No Chorus’s review published on Letterboxd:
Oddly for a film made in 2002, this feels very YouTube in places. Not just because it's somehow 130 punishing minutes but because it has that mechanical professionalism which hums from every youtube series where the aesthetic is formed by a middle aged guy who seems like he owns several million euro worth of whatever he's talking about following tutorials to the letter.
This is because the director works at making commercial film and this flashy firm handshake salesmannishness kind of leaks all over it. It's like someone explained Ross McElwee to Christopher Nolan's second unit direct and he riffed it. He reminds me of guys I worked with who I really liked and had brusk normie charm. I would never think of watching a film these guys directed.

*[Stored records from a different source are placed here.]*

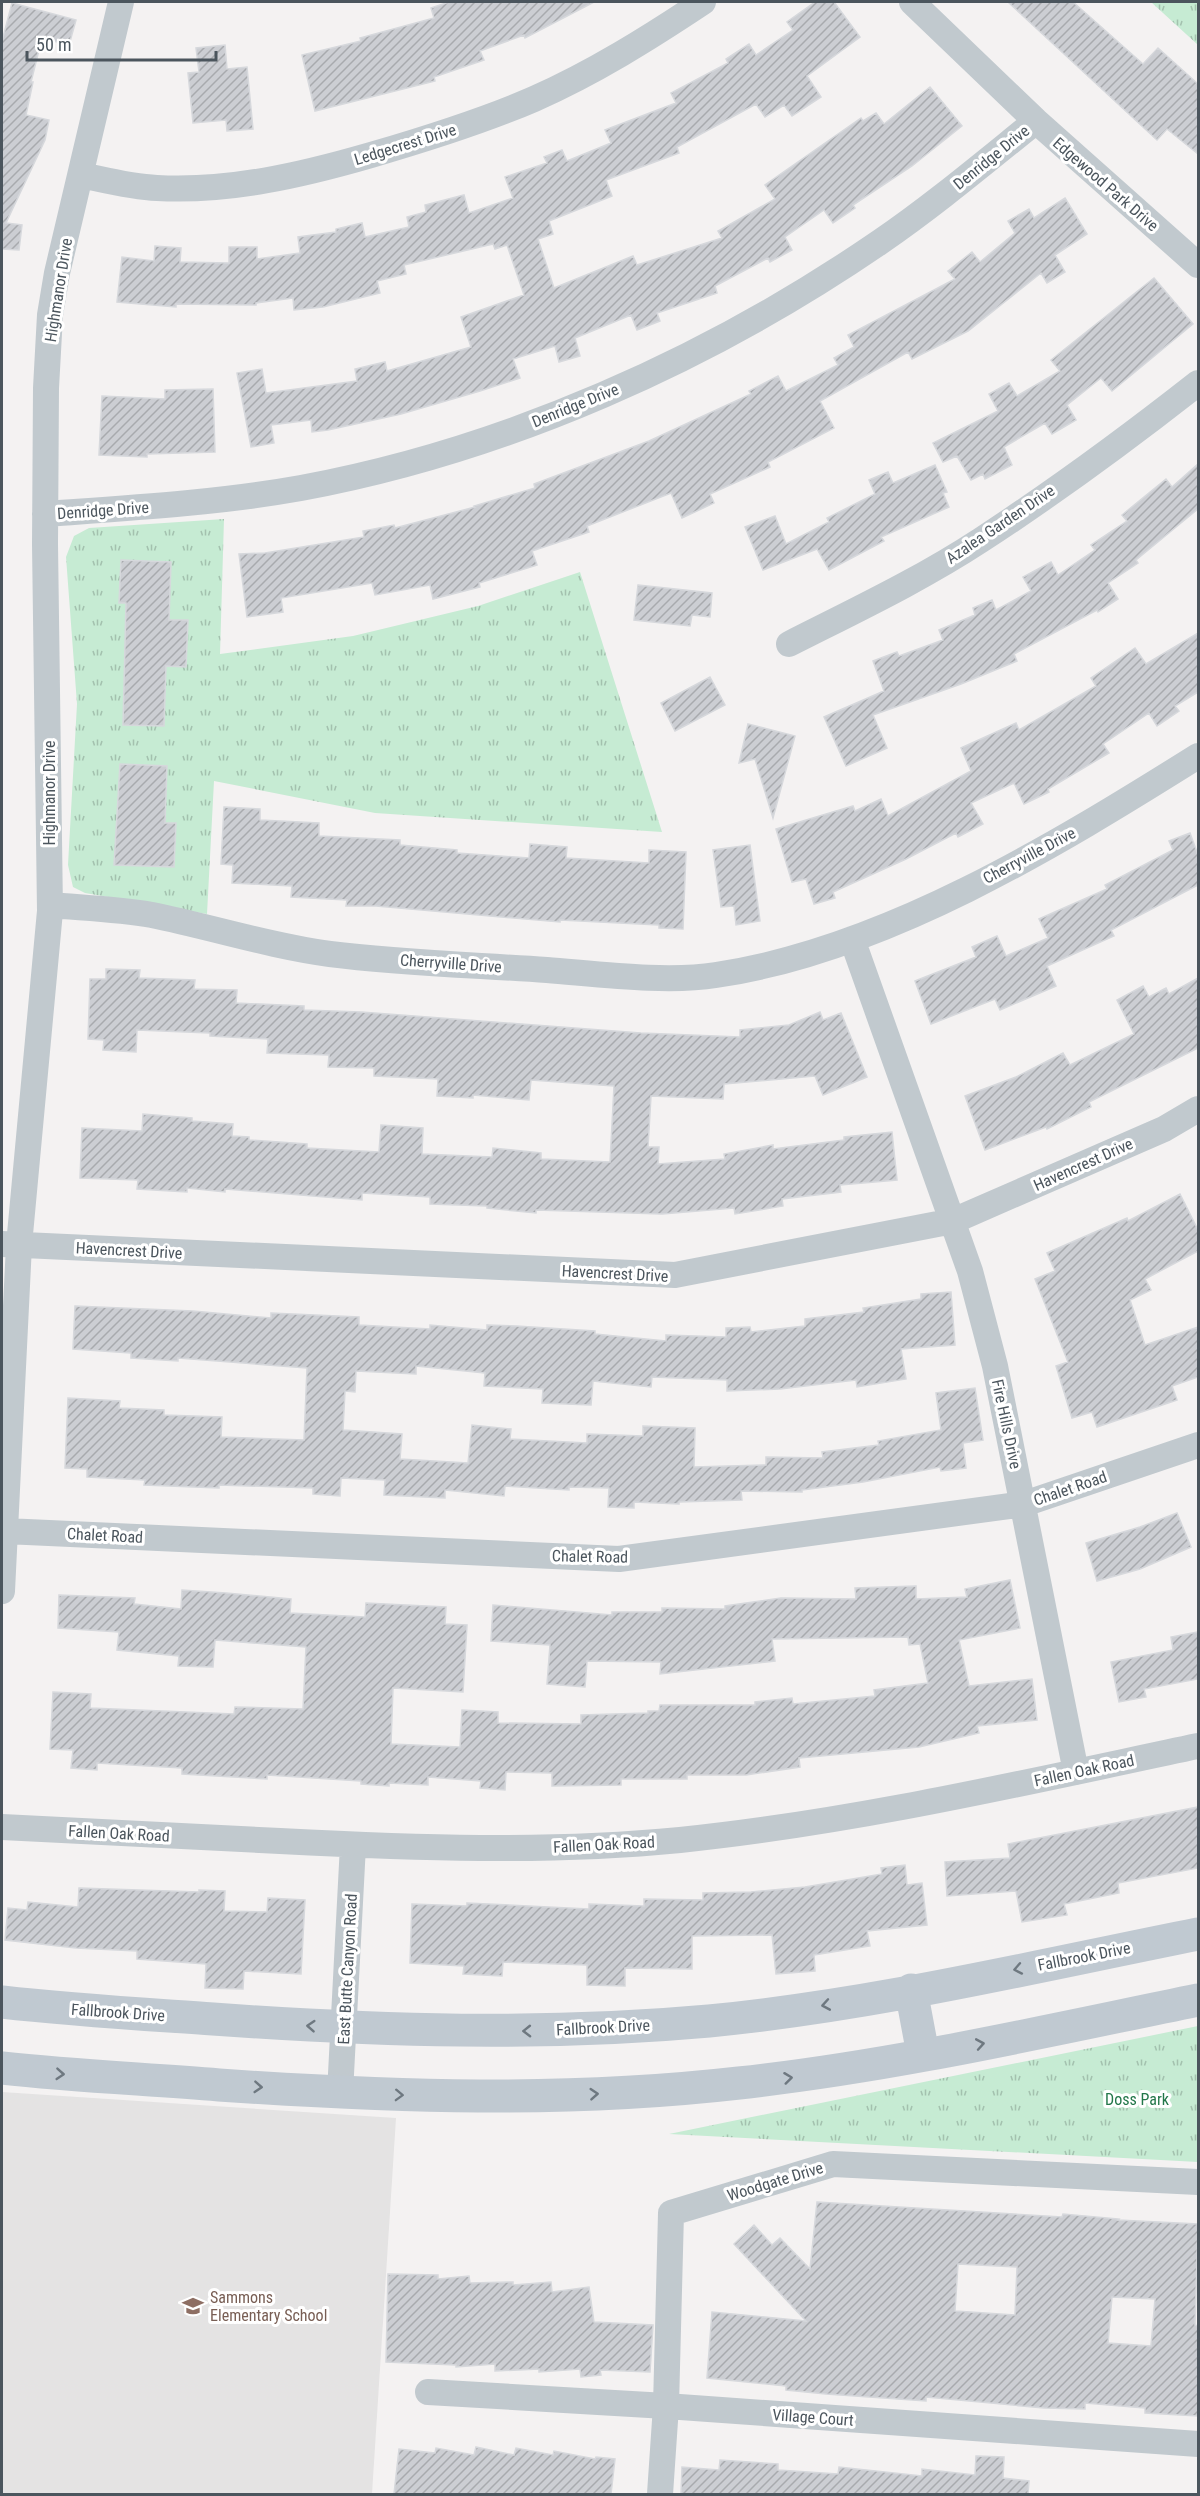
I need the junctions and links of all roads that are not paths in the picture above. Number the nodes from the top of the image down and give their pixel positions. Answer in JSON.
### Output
{"nodes":[{"id":1,"x":121,"y":2,"type":"edge"},
{"id":2,"x":703,"y":2,"type":"edge"},
{"id":3,"x":912,"y":2,"type":"edge"},
{"id":4,"x":1036,"y":121,"type":"junction"},
{"id":5,"x":81,"y":175,"type":"junction"},
{"id":6,"x":1198,"y":265,"type":"edge"},
{"id":7,"x":1198,"y":383,"type":"edge"},
{"id":8,"x":45,"y":514,"type":"junction"},
{"id":9,"x":789,"y":644,"type":"dead end"},
{"id":10,"x":1198,"y":756,"type":"edge"},
{"id":11,"x":50,"y":906,"type":"junction"},
{"id":12,"x":852,"y":939,"type":"junction"},
{"id":13,"x":1198,"y":1109,"type":"edge"},
{"id":14,"x":953,"y":1221,"type":"junction"},
{"id":15,"x":10,"y":1245,"type":"edge"},
{"id":16,"x":1198,"y":1444,"type":"edge"},
{"id":17,"x":1024,"y":1504,"type":"junction"},
{"id":18,"x":6,"y":1531,"type":"junction"},
{"id":19,"x":2,"y":1591,"type":"edge"},
{"id":20,"x":1198,"y":1746,"type":"edge"},
{"id":21,"x":1076,"y":1772,"type":"junction"},
{"id":22,"x":2,"y":1827,"type":"edge"},
{"id":23,"x":353,"y":1845,"type":"junction"},
{"id":24,"x":1198,"y":1934,"type":"edge"},
{"id":25,"x":911,"y":1990,"type":"junction"},
{"id":26,"x":1198,"y":2000,"type":"edge"},
{"id":27,"x":2,"y":2002,"type":"edge"},
{"id":28,"x":343,"y":2028,"type":"junction"},
{"id":29,"x":923,"y":2054,"type":"junction"},
{"id":30,"x":2,"y":2068,"type":"edge"},
{"id":31,"x":340,"y":2093,"type":"junction"},
{"id":32,"x":1198,"y":2182,"type":"edge"},
{"id":33,"x":428,"y":2392,"type":"dead end"},
{"id":34,"x":666,"y":2406,"type":"junction"},
{"id":35,"x":1198,"y":2444,"type":"edge"},
{"id":36,"x":660,"y":2494,"type":"edge"}],
"edges":[{"from":1,"to":5,"type":"street","name":"Highmanor Drive"},
{"from":2,"to":5,"type":"street","name":"Ledgecrest Drive"},
{"from":3,"to":4,"type":"street","name":"Edgewood Park Drive"},
{"from":4,"to":6,"type":"street","name":"Edgewood Park Drive"},
{"from":4,"to":8,"type":"street","name":"Denridge Drive"},
{"from":5,"to":8,"type":"street","name":"Highmanor Drive"},
{"from":7,"to":9,"type":"street","name":"Azalea Garden Drive"},
{"from":8,"to":11,"type":"street","name":"Highmanor Drive"},
{"from":10,"to":12,"type":"street","name":"Cherryville Drive"},
{"from":11,"to":12,"type":"street","name":"Cherryville Drive"},
{"from":11,"to":15,"type":"street","name":"Highmanor Drive"},
{"from":12,"to":14,"type":"street"},
{"from":13,"to":14,"type":"street","name":"Havencrest Drive"},
{"from":14,"to":15,"type":"street","name":"Havencrest Drive"},
{"from":14,"to":17,"type":"street","name":"Fire Hills Drive"},
{"from":15,"to":18,"type":"street","name":"Highmanor Drive"},
{"from":16,"to":17,"type":"street","name":"Chalet Road"},
{"from":17,"to":18,"type":"street","name":"Chalet Road"},
{"from":17,"to":21,"type":"street","name":"Fire Hills Drive"},
{"from":18,"to":19,"type":"street","name":"Highmanor Drive"},
{"from":20,"to":21,"type":"street","name":"Fallen Oak Road"},
{"from":21,"to":23,"type":"street","name":"Fallen Oak Road"},
{"from":22,"to":23,"type":"street","name":"Fallen Oak Road"},
{"from":23,"to":28,"type":"street","name":"East Butte Canyon Road"},
{"from":24,"to":25,"type":"main road","name":"Fallbrook Drive","one_way":true},
{"from":25,"to":28,"type":"main road","name":"Fallbrook Drive","one_way":true},
{"from":25,"to":29,"type":"main road"},
{"from":29,"to":26,"type":"main road","one_way":true},
{"from":28,"to":27,"type":"main road","name":"Fallbrook Drive","one_way":true},
{"from":28,"to":31,"type":"street","name":"East Butte Canyon Road"},
{"from":31,"to":29,"type":"main road","one_way":true},
{"from":30,"to":31,"type":"main road","one_way":true},
{"from":32,"to":34,"type":"street","name":"Woodgate Drive"},
{"from":33,"to":34,"type":"street","name":"Village Court"},
{"from":34,"to":35,"type":"street","name":"Village Court"},
{"from":34,"to":36,"type":"street","name":"Woodgate Drive"}]}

I'd love to just make fun of this. The iowa solemnity, the "Great Tormented Men" stuff, the whiny nerd undertone about how "no one likes good books any more". But there are several moments of undeniable electricity in here. Not captured by mystic CINEMA happenstance either but rather a strange mix of earnestness and the mathematic pragmatism from the director's day job.
On two separate strikingly occasions a figure is introduced, talks for some minutes in typical documentary autopilot before being completely transformed into an image of the director's passion of the book, merely by seeing its cover. One is a lecturer, one is an agent. Both surely many years into being over it. But they look at the cover of this book with a religiousness while utter "that...that's a great book...no one has read it." The agent hears your man went back to welding and he looks like he wants to fucking die. (They actually reprinted this after the film so I think he was dead serious.)
Even more so the moment when the author is discovered, sounds like a person with anxiety on the phone as he says "we get a lot of junk sales calls"
only to crack wide open when hearing the book's name. This stuff is undeniable.
It's annoying to hear "I wrote to Gaddis and..." and have that story not paid off and to hear Joseph McElroy's name several times, a writer who is just tantalisingly acknowledged enough to neither merit a film like this nor have a single thing in print (Dalkey aside).